Brief - Repeat the data below exactly. Include each line.

══ Supplied entries

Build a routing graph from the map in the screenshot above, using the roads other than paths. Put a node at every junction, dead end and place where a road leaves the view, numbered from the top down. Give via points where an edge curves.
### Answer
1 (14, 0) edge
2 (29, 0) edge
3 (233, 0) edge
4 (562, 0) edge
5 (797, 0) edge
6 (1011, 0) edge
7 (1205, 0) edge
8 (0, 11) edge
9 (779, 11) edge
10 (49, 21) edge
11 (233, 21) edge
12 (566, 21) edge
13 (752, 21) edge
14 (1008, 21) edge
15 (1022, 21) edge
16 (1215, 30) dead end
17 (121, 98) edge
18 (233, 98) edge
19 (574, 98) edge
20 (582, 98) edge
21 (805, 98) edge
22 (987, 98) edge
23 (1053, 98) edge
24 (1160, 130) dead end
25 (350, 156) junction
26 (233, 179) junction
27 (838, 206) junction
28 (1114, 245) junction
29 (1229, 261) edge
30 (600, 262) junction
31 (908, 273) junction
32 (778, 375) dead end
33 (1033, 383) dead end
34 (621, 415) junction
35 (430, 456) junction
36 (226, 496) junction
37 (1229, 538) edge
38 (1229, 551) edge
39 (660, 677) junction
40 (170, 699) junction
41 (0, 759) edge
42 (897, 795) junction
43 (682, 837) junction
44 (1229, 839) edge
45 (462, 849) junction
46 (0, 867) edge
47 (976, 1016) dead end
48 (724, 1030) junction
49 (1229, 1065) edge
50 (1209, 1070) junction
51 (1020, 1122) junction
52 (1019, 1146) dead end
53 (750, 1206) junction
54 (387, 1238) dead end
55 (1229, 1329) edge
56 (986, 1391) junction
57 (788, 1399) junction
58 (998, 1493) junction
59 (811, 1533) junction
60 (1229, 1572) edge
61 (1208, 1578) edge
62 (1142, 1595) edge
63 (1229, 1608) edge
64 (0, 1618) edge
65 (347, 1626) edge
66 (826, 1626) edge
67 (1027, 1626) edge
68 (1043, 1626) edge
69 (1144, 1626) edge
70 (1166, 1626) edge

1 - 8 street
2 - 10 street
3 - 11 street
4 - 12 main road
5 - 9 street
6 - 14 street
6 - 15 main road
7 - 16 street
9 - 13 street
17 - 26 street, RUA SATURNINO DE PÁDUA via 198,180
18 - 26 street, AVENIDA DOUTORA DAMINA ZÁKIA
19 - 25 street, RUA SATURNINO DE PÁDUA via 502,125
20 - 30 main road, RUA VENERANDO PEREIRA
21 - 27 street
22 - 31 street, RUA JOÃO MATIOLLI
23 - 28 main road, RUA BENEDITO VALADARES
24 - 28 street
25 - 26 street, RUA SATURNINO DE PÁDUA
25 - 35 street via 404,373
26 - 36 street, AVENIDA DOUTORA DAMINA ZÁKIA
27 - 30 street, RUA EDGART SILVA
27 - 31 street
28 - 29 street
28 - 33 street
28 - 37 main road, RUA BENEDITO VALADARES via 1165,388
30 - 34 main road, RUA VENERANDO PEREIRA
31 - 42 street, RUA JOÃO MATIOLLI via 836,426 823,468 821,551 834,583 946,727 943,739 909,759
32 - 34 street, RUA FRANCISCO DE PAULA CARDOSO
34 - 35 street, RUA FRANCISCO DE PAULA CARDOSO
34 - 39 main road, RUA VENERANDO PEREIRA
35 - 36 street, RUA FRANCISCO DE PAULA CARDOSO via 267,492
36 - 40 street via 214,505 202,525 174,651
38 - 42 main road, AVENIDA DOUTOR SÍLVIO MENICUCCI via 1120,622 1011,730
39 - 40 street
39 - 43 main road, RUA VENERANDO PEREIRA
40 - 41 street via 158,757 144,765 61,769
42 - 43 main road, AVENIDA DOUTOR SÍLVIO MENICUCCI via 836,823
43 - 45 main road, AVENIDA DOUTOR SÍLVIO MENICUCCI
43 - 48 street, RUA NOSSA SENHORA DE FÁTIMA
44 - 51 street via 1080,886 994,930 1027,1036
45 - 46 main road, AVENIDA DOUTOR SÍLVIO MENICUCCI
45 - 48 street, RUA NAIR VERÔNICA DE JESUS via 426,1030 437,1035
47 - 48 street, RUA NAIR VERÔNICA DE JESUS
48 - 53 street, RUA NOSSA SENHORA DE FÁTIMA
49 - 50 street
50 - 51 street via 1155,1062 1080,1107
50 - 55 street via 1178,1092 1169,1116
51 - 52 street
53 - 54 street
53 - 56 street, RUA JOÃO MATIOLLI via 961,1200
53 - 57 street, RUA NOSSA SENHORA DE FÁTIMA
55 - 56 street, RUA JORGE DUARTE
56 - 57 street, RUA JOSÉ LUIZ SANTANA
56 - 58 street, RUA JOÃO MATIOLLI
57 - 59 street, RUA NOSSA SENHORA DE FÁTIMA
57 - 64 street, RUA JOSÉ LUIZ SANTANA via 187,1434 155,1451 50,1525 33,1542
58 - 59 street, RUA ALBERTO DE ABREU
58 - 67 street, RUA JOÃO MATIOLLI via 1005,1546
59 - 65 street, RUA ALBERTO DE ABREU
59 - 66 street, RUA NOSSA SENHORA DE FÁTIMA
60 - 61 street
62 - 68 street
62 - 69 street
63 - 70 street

════

Output for this task -
Build a routing graph from the map in the screenshot above, using the roads other than paths. Put a node at every junction, dead end and place where a road leaves the view, numbered from the top down. Give via points where an edge curves.
### Answer
1 (14, 0) edge
2 (29, 0) edge
3 (233, 0) edge
4 (562, 0) edge
5 (797, 0) edge
6 (1011, 0) edge
7 (1205, 0) edge
8 (0, 11) edge
9 (779, 11) edge
10 (49, 21) edge
11 (233, 21) edge
12 (566, 21) edge
13 (752, 21) edge
14 (1008, 21) edge
15 (1022, 21) edge
16 (1215, 30) dead end
17 (121, 98) edge
18 (233, 98) edge
19 (574, 98) edge
20 (582, 98) edge
21 (805, 98) edge
22 (987, 98) edge
23 (1053, 98) edge
24 (1160, 130) dead end
25 (350, 156) junction
26 (233, 179) junction
27 (838, 206) junction
28 (1114, 245) junction
29 (1229, 261) edge
30 (600, 262) junction
31 (908, 273) junction
32 (778, 375) dead end
33 (1033, 383) dead end
34 (621, 415) junction
35 (430, 456) junction
36 (226, 496) junction
37 (1229, 538) edge
38 (1229, 551) edge
39 (660, 677) junction
40 (170, 699) junction
41 (0, 759) edge
42 (897, 795) junction
43 (682, 837) junction
44 (1229, 839) edge
45 (462, 849) junction
46 (0, 867) edge
47 (976, 1016) dead end
48 (724, 1030) junction
49 (1229, 1065) edge
50 (1209, 1070) junction
51 (1020, 1122) junction
52 (1019, 1146) dead end
53 (750, 1206) junction
54 (387, 1238) dead end
55 (1229, 1329) edge
56 (986, 1391) junction
57 (788, 1399) junction
58 (998, 1493) junction
59 (811, 1533) junction
60 (1229, 1572) edge
61 (1208, 1578) edge
62 (1142, 1595) edge
63 (1229, 1608) edge
64 (0, 1618) edge
65 (347, 1626) edge
66 (826, 1626) edge
67 (1027, 1626) edge
68 (1043, 1626) edge
69 (1144, 1626) edge
70 (1166, 1626) edge

1 - 8 street
2 - 10 street
3 - 11 street
4 - 12 main road
5 - 9 street
6 - 14 street
6 - 15 main road
7 - 16 street
9 - 13 street
17 - 26 street, RUA SATURNINO DE PÁDUA via 198,180
18 - 26 street, AVENIDA DOUTORA DAMINA ZÁKIA
19 - 25 street, RUA SATURNINO DE PÁDUA via 502,125
20 - 30 main road, RUA VENERANDO PEREIRA
21 - 27 street
22 - 31 street, RUA JOÃO MATIOLLI
23 - 28 main road, RUA BENEDITO VALADARES
24 - 28 street
25 - 26 street, RUA SATURNINO DE PÁDUA
25 - 35 street via 404,373
26 - 36 street, AVENIDA DOUTORA DAMINA ZÁKIA
27 - 30 street, RUA EDGART SILVA
27 - 31 street
28 - 29 street
28 - 33 street
28 - 37 main road, RUA BENEDITO VALADARES via 1165,388
30 - 34 main road, RUA VENERANDO PEREIRA
31 - 42 street, RUA JOÃO MATIOLLI via 836,426 823,468 821,551 834,583 946,727 943,739 909,759
32 - 34 street, RUA FRANCISCO DE PAULA CARDOSO
34 - 35 street, RUA FRANCISCO DE PAULA CARDOSO
34 - 39 main road, RUA VENERANDO PEREIRA
35 - 36 street, RUA FRANCISCO DE PAULA CARDOSO via 267,492
36 - 40 street via 214,505 202,525 174,651
38 - 42 main road, AVENIDA DOUTOR SÍLVIO MENICUCCI via 1120,622 1011,730
39 - 40 street
39 - 43 main road, RUA VENERANDO PEREIRA
40 - 41 street via 158,757 144,765 61,769
42 - 43 main road, AVENIDA DOUTOR SÍLVIO MENICUCCI via 836,823
43 - 45 main road, AVENIDA DOUTOR SÍLVIO MENICUCCI
43 - 48 street, RUA NOSSA SENHORA DE FÁTIMA
44 - 51 street via 1080,886 994,930 1027,1036
45 - 46 main road, AVENIDA DOUTOR SÍLVIO MENICUCCI
45 - 48 street, RUA NAIR VERÔNICA DE JESUS via 426,1030 437,1035
47 - 48 street, RUA NAIR VERÔNICA DE JESUS
48 - 53 street, RUA NOSSA SENHORA DE FÁTIMA
49 - 50 street
50 - 51 street via 1155,1062 1080,1107
50 - 55 street via 1178,1092 1169,1116
51 - 52 street
53 - 54 street
53 - 56 street, RUA JOÃO MATIOLLI via 961,1200
53 - 57 street, RUA NOSSA SENHORA DE FÁTIMA
55 - 56 street, RUA JORGE DUARTE
56 - 57 street, RUA JOSÉ LUIZ SANTANA
56 - 58 street, RUA JOÃO MATIOLLI
57 - 59 street, RUA NOSSA SENHORA DE FÁTIMA
57 - 64 street, RUA JOSÉ LUIZ SANTANA via 187,1434 155,1451 50,1525 33,1542
58 - 59 street, RUA ALBERTO DE ABREU
58 - 67 street, RUA JOÃO MATIOLLI via 1005,1546
59 - 65 street, RUA ALBERTO DE ABREU
59 - 66 street, RUA NOSSA SENHORA DE FÁTIMA
60 - 61 street
62 - 68 street
62 - 69 street
63 - 70 street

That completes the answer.